▶ INPUT FOR THIS TASK
"""

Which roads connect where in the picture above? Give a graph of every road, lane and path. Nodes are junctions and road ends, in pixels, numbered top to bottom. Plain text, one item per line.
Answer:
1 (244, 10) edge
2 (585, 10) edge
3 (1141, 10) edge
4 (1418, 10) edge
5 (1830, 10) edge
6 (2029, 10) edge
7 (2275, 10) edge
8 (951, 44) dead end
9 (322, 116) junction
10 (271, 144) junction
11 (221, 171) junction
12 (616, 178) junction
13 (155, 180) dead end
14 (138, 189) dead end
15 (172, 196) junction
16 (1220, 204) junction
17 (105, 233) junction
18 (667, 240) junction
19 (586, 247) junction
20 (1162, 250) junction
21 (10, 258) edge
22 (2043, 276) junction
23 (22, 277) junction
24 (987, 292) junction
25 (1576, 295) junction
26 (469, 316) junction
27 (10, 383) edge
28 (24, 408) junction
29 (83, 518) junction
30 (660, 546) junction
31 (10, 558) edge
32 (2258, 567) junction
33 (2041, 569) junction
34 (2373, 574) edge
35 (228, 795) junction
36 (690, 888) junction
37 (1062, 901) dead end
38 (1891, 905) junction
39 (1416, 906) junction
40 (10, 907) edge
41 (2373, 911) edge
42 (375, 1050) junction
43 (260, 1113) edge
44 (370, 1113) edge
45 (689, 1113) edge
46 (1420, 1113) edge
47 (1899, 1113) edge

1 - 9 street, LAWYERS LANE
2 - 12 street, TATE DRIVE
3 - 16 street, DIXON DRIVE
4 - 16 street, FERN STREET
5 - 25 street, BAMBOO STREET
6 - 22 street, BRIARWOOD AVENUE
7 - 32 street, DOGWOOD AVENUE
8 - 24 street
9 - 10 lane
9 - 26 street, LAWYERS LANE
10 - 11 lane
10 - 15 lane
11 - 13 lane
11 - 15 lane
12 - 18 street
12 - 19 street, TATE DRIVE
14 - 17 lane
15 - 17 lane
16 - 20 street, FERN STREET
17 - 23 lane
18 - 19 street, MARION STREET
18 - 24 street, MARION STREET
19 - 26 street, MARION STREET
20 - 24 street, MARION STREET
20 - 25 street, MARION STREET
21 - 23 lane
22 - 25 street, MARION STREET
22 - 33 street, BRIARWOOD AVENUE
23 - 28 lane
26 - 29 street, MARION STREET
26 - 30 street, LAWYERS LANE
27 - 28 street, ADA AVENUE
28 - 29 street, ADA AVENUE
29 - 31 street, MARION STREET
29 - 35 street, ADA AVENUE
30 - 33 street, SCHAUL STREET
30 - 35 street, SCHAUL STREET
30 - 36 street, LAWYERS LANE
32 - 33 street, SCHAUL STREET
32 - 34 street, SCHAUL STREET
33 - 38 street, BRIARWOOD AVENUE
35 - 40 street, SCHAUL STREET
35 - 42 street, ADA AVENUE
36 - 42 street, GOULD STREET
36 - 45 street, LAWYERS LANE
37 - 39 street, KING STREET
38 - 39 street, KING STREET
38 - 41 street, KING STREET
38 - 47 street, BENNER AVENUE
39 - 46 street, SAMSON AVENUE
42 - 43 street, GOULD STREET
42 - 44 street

"""

Using the records above, count the lines that hold the string "FERN", and give back only the result.

2